Le projet de loi fixant l’élimination des violences faites aux femmes dans l’article 47 de la Constitution gabonaise a été adopté le 23 mars 2021, en Conseil des Ministres.
Né d’une volonté d’objectiver le propos sur la place des femmes dans la société gabonaise, l’Observatoire permettra de mesurer les progrès réalisés pour l’égalité réelle entre les femmes et les hommes, mais aussi de mesurer les inégalités et d’identifier les freins qui persistent. Parce que la lutte pour l’égalité des droits passe par la connaissance de la réalité et la reconnaissance des situations discriminantes, l’Observatoire sera un rendez-vous important dans le fondement d’une société gabonaise plus juste. Ainsi, l’Observatoire devra proposer des mesures concrètes à mettre en œuvre et mettre à disposition l’ensemble des travaux produits par ses instances dans un rapport remis chaque année au ministre chargé.
Innombrables sont les observatoires, au point qu’il semble y avoir là un certain effet de mode, mais leur multiplication montre aussi leur pertinence. Les observatoires ou, du moins, les observatoires sociaux émanent de la nécessité de tensions à circonscrire, de problèmes à résoudre. Cet observatoire des droits de la femme ne serait pas, comme dans le cas de certains organismes, un simple conseiller du Ministère des Affaires Sociales et des Droits de la femme, bien qu’il puisse y être indirectement rattaché. Avant toute chose, il remplirait les fonctions dévolues à ce type d’organisation : espace de documentation ; prises de position publiques ; défense des droits de la femme ; recherche de solution dans les cas de différends.
Aussi, la mission précise de l’observatoire est donc triple : observer, éclairer le pilotage, le suivi et l’évaluation des politiques des droits de la femme, engager une réflexion. Le gouvernement pourrait jeter les bases d’un tel Observatoire, en assurant son indépendance et sa pérennité.
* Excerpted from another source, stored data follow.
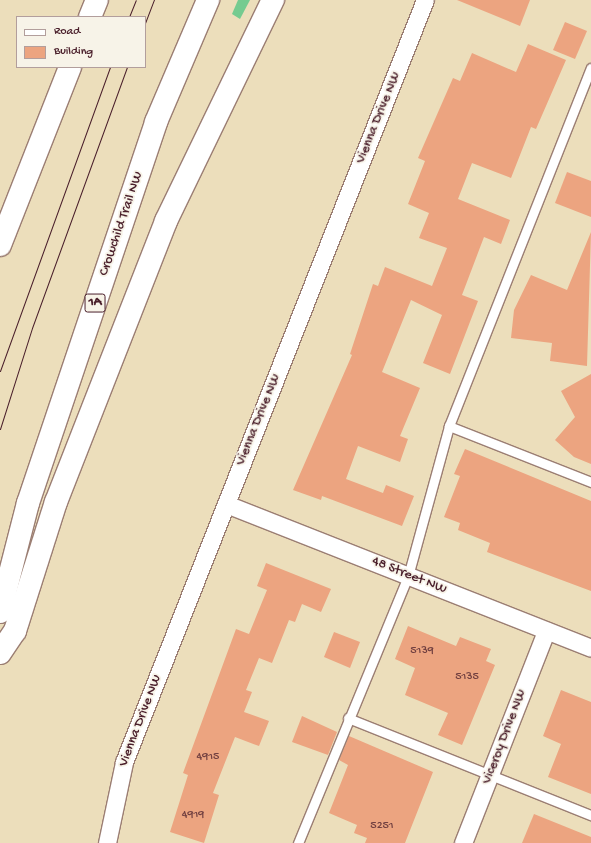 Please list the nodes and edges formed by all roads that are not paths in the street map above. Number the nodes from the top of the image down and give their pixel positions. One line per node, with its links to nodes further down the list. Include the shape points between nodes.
1 (84, 0): 6 (highway)
2 (97, 0): 7 (highway)
3 (208, 0): 15 (highway, Crowchild Trail NW / 1A, via 156,122 28,503)
4 (273, 0): 18 (highway, via 166,221 56,502 15,631)
5 (425, 0): 13 (street, Vienna Drive NW)
6 (86, 16)
7 (90, 16)
8 (70, 68): 10 (highway)
9 (591, 68): 11 (lane)
10 (0, 245)
11 (449, 426): 12 (lane); 14 (lane)
12 (591, 482)
13 (226, 504): 14 (street, 48 Street NW); 22 (street, Vienna Drive NW, via 124,762)
14 (408, 576): 16 (street, 48 Street NW); 19 (lane)
15 (0, 612)
16 (546, 631): 17 (street, 48 Street NW); 20 (street, Viceroy Drive NW)
17 (591, 648)
18 (0, 653)
19 (348, 718): 20 (lane); 23 (lane)
20 (490, 774): 21 (lane); 24 (street, Viceroy Drive NW)
21 (591, 815)
22 (107, 843)
23 (298, 843)
24 (463, 843)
Que le gouvernement soit à l’origine de ce projet pourrait faire sens, dans la mesure où la liberté est un bien commun, mais la prudence exigerait qu’il crée une institution qu’il appuie dans ses moyens, mais qui est libre dans ses fins.
Sans en faire une panacée, et bien au fait des interrogations qu’une telle initiative peut soulever, la mise sur pied d’un observatoire national des droits de la femme désignerait une voix de référence dans la situation présente et pour l’avenir du Gabon.